Last days in Beijing – finalising our next antique shipment

Last days in Beijing – finalising our next antique shipment

My last couple of days here in Beijing have been spent visiting a few more Chinese antique suppliers, selecting the final pieces that we will ship in a month or so from now. These were all fairly small outfits, but while the overall choice is not so big at these places there are often one or two really interesting pieces that are out of the ordinary and that are unlikely to be found elsewhere.

Yesterday I spent the morning at the workshop of a lady who tends to specialise in antiques from Shanxi, Shaanxi and Gansu. She usually has a smallish but good quality selection of painted furniture from Shanxi in central China – large armoires or ‘Wedding Cabinets’ in black lacquer, decorated with either figures from legend (more valuable) or flower vases, birds or butterflies, as well as elegant double cabinets or sideboards. What makes many of these pieces special is that they are in a very original condition, with the original paintings and occasionally the original hardware still intact. The price of these pieces has increased quite rapidly over the past few years as they become less common, but they continue to be some of my favourite items of Chinese furniture.

The Gansu pieces are a little more ‘rough and ready’ in construction than those from Shanxi, usually in chunky pine rather than elm wood, but in many cases still with their early painted decoration. These include old grain buffets with a distinctive black and red lacquer finish, with the once removable boards in the top now sealed and the front panels converted into doors to turn them into more practical sideboards.

Perhaps most distinctive are the cabinets and coffers from Shaanxi province – not to be confused with Shanxi, which neighbours it to the South. Shaanxi is home to the city of Xian – the ancient capital of China during the reign of the emperor Qin and famous for his terracotta warrior army. Often older than the antique pieces from other areas of China, Shaanxi furniture is usually decorated with some wonderful, deep carvings on drawers and doors. One cabinet in particular that I saw yesterday was exquisitely decorated – the carved drawers, doors and side panels all delicately carved and surrounded by contrasting rounded frames in a worn red lacquer. Again this type of piece, particularly one in such good condition and with such refined carvings, is difficult to come by and has a price to match. The pieces tend to be quite deep and cumbersome, so are not always the most practical, but have a character that you don’t find in furniture from any other part of the world.

Shanxi Carved Altar Table
Detail of front panel and apron
Detail of carving from Shanxi altar table
Detail of of Shanxi carved table

At the last couple of warehouses that I visited there were again a few pieces that really stood out. Amongst other items I selected an elegant ‘round cornered’ cabinet in cypress wood, with the distinctive tapered profile that distinguishes this design and with delicate dragons in carved relief on the bottom drawers. Another highlight was a beautiful altar table in poplar wood from Shanxi province, again with some superbly worked open carvings on the front panels and apron showing flowers, as well as fruit vines and rats – one of the twelve signs of the Chinese zodiac and an animal in ancient times seen as a bringer of prosperity.
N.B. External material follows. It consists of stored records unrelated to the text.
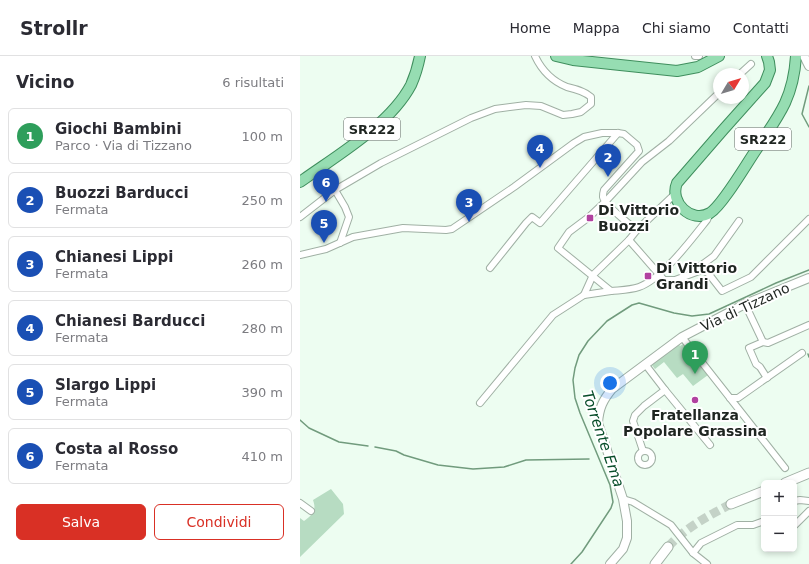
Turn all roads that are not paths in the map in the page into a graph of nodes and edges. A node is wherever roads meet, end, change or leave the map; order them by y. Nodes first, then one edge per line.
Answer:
1 (420, 56) edge
2 (535, 56) edge
3 (556, 56) edge
4 (695, 56) edge
5 (699, 56) edge
6 (719, 56) edge
7 (767, 56) edge
8 (796, 56) edge
9 (804, 56) edge
10 (751, 64) dead end
11 (809, 66) edge
12 (747, 68) edge
13 (713, 99) edge
14 (618, 133) junction
15 (300, 182) edge
16 (335, 190) junction
17 (675, 194) junction
18 (606, 202) junction
19 (710, 213) junction
20 (300, 216) edge
21 (809, 220) edge
22 (739, 221) dead end
23 (638, 230) junction
24 (629, 240) junction
25 (340, 243) junction
26 (300, 255) edge
27 (490, 268) dead end
28 (660, 274) junction
29 (593, 275) junction
30 (685, 276) junction
31 (809, 278) edge
32 (611, 290) junction
33 (584, 295) junction
34 (745, 304) junction
35 (809, 326) edge
36 (682, 337) junction
37 (763, 342) junction
38 (802, 353) dead end
39 (645, 364) junction
40 (767, 378) junction
41 (665, 390) junction
42 (730, 398) junction
43 (738, 398) junction
44 (480, 403) dead end
45 (735, 405) junction
46 (710, 445) dead end
47 (643, 451) dead end
48 (785, 468) dead end
49 (809, 473) edge
50 (792, 480) edge
51 (761, 492) edge
52 (623, 499) junction
53 (797, 501) edge
54 (809, 501) edge
55 (300, 503) edge
56 (731, 504) tunnel mouth
57 (311, 511) dead end
58 (809, 511) edge
59 (761, 522) edge
60 (797, 523) edge
61 (668, 547) tunnel mouth
62 (692, 553) junction
63 (610, 564) edge
64 (655, 564) edge
65 (707, 564) edge

1 - 15 main road, SR222
2 - 16 street
3 - 6 main road
4 - 5 street
7 - 17 main road, SR222
8 - 19 main road, SR222
9 - 11 street
10 - 12 street
13 - 18 street
14 - 18 street
14 - 25 street
14 - 27 street
16 - 20 street
16 - 25 street
17 - 19 main road
17 - 23 street
18 - 23 street
18 - 29 street
19 - 28 street
21 - 30 street
22 - 30 street
23 - 24 street
24 - 28 street
24 - 29 street
25 - 26 street
28 - 30 street
28 - 32 street
29 - 32 street
29 - 33 street
31 - 34 street, Via di Tizzano
32 - 33 street
33 - 44 street
34 - 36 street, Via di Tizzano
34 - 37 street
35 - 37 street
36 - 39 street, Via di Tizzano
36 - 42 street, Via di Tizzano
37 - 40 street
38 - 40 street
39 - 41 street
39 - 52 street, Via di Tizzano
40 - 43 street
41 - 46 street
41 - 47 street
42 - 43 street
42 - 45 street, Via di Tizzano
43 - 45 street
45 - 48 street, Via di Tizzano
49 - 50 main road
51 - 56 main road
52 - 62 street
52 - 63 street, Via di Tizzano
53 - 54 street
55 - 57 street
58 - 60 street
59 - 62 street
61 - 64 main road
62 - 65 street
This China visit seems to have gone by faster than ever but I’m very pleased with all the pieces that we have lined up to ship – I think there is a good and varied selection and I am already looking forward to being able to display some of them in our showroom in Saltaire in a couple of months. I hope to have photos for all the pieces I’ve selected on this trip in the next few weeks so they should be available to view and to order on our website in May.

It’s now time for one last dinner with a couple of my contacts here who helped set up visits with the warehouses today before I head to the airport. I’ll post again soon, hopefully with some further details and photos of one or two of the most interesting pieces from my visit.